=== THE TASK ===
Please return the data word for word and leave out any picture it contains.

[DATA TO PROCESS]

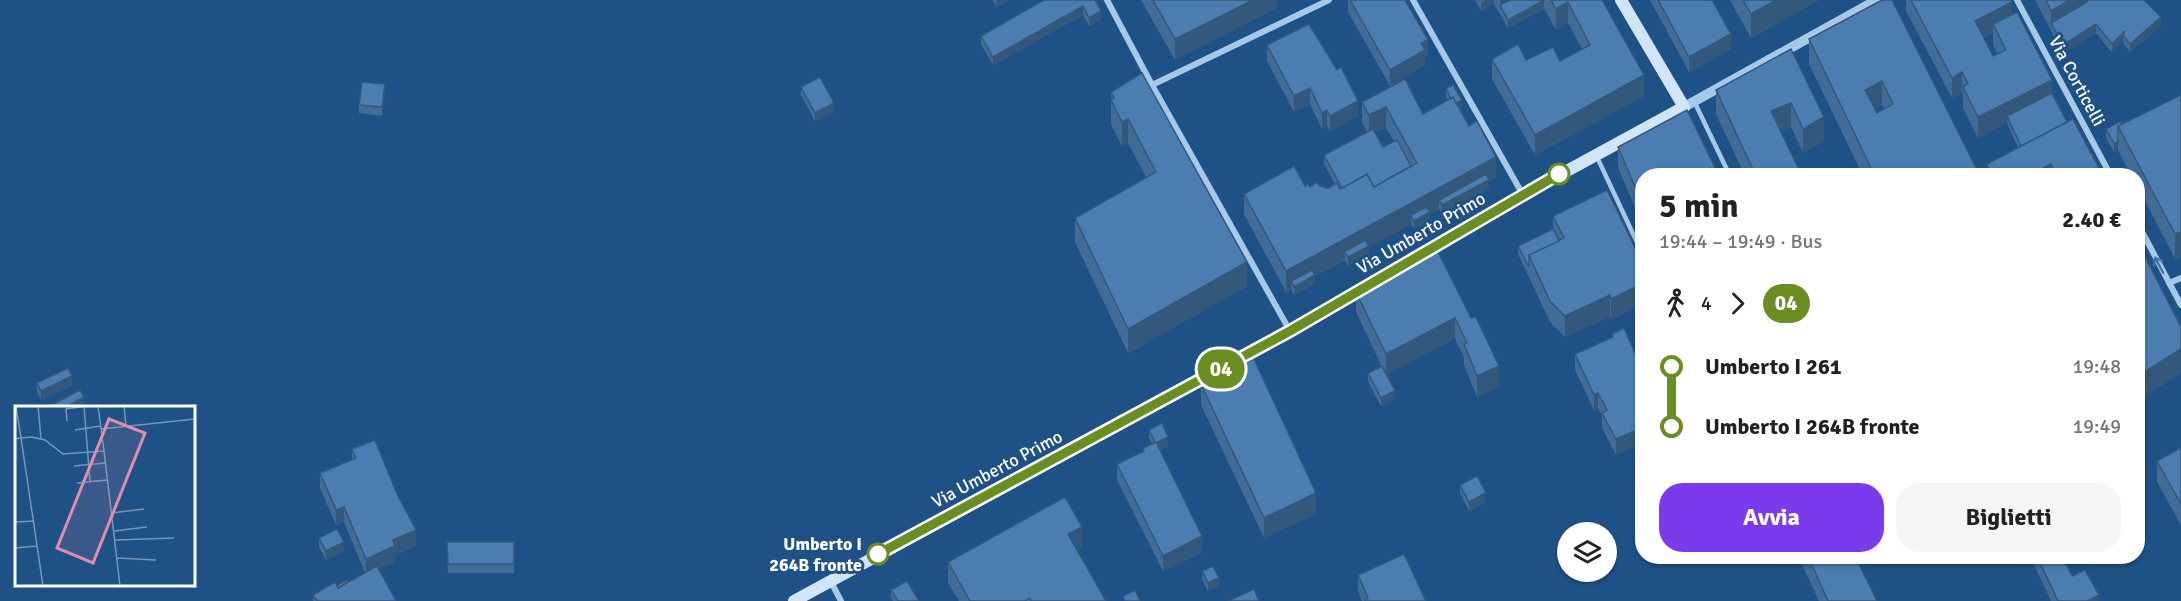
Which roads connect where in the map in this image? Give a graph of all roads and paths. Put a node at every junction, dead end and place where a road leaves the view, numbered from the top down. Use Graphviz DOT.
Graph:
graph roads {
  1 [pos="1107,0"];
  2 [pos="1329,0"];
  3 [pos="1413,0"];
  4 [pos="1621,0"];
  5 [pos="1877,0"];
  6 [pos="2017,0"];
  7 [pos="1152,85"];
  8 [pos="1689,104"];
  9 [pos="1596,154"];
  10 [pos="1725,168"];
  11 [pos="2107,168"];
  12 [pos="1523,195"];
  13 [pos="1635,238"];
  14 [pos="2145,238"];
  15 [pos="2181,278"];
  16 [pos="2169,284"];
  17 [pos="2181,305"];
  18 [pos="1290,331"];
  19 [pos="830,580"];
  20 [pos="794,601"];
  21 [pos="841,601"];
  1 -- 7 [label="street"];
  2 -- 7 [label="street"];
  3 -- 12 [label="street"];
  4 -- 8 [label="main road"];
  5 -- 8 [label="street, Via Umberto Primo"];
  6 -- 11 [label="street, Via Corticelli"];
  7 -- 18 [label="street"];
  8 -- 9 [label="main road, Via Umberto Primo"];
  8 -- 10 [label="lane"];
  9 -- 12 [label="main road, Via Umberto Primo"];
  9 -- 13 [label="lane"];
  12 -- 18 [label="main road, Via Umberto Primo"];
  16 -- 14 [label="street, one-way"];
  15 -- 16 [label="street"];
  16 -- 17 [label="street"];
  18 -- 19 [label="main road, Via Umberto Primo"];
  19 -- 20 [label="main road, Via Umberto Primo"];
  19 -- 21 [label="street"];
}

[/DATA TO PROCESS]

=== RESPONSE TO THE TASK ===
Which roads connect where in the map in this image? Give a graph of all roads and paths. Put a node at every junction, dead end and place where a road leaves the view, numbered from the top down. Use Graphviz DOT.
Graph:
graph roads {
  1 [pos="1107,0"];
  2 [pos="1329,0"];
  3 [pos="1413,0"];
  4 [pos="1621,0"];
  5 [pos="1877,0"];
  6 [pos="2017,0"];
  7 [pos="1152,85"];
  8 [pos="1689,104"];
  9 [pos="1596,154"];
  10 [pos="1725,168"];
  11 [pos="2107,168"];
  12 [pos="1523,195"];
  13 [pos="1635,238"];
  14 [pos="2145,238"];
  15 [pos="2181,278"];
  16 [pos="2169,284"];
  17 [pos="2181,305"];
  18 [pos="1290,331"];
  19 [pos="830,580"];
  20 [pos="794,601"];
  21 [pos="841,601"];
  1 -- 7 [label="street"];
  2 -- 7 [label="street"];
  3 -- 12 [label="street"];
  4 -- 8 [label="main road"];
  5 -- 8 [label="street, Via Umberto Primo"];
  6 -- 11 [label="street, Via Corticelli"];
  7 -- 18 [label="street"];
  8 -- 9 [label="main road, Via Umberto Primo"];
  8 -- 10 [label="lane"];
  9 -- 12 [label="main road, Via Umberto Primo"];
  9 -- 13 [label="lane"];
  12 -- 18 [label="main road, Via Umberto Primo"];
  16 -- 14 [label="street, one-way"];
  15 -- 16 [label="street"];
  16 -- 17 [label="street"];
  18 -- 19 [label="main road, Via Umberto Primo"];
  19 -- 20 [label="main road, Via Umberto Primo"];
  19 -- 21 [label="street"];
}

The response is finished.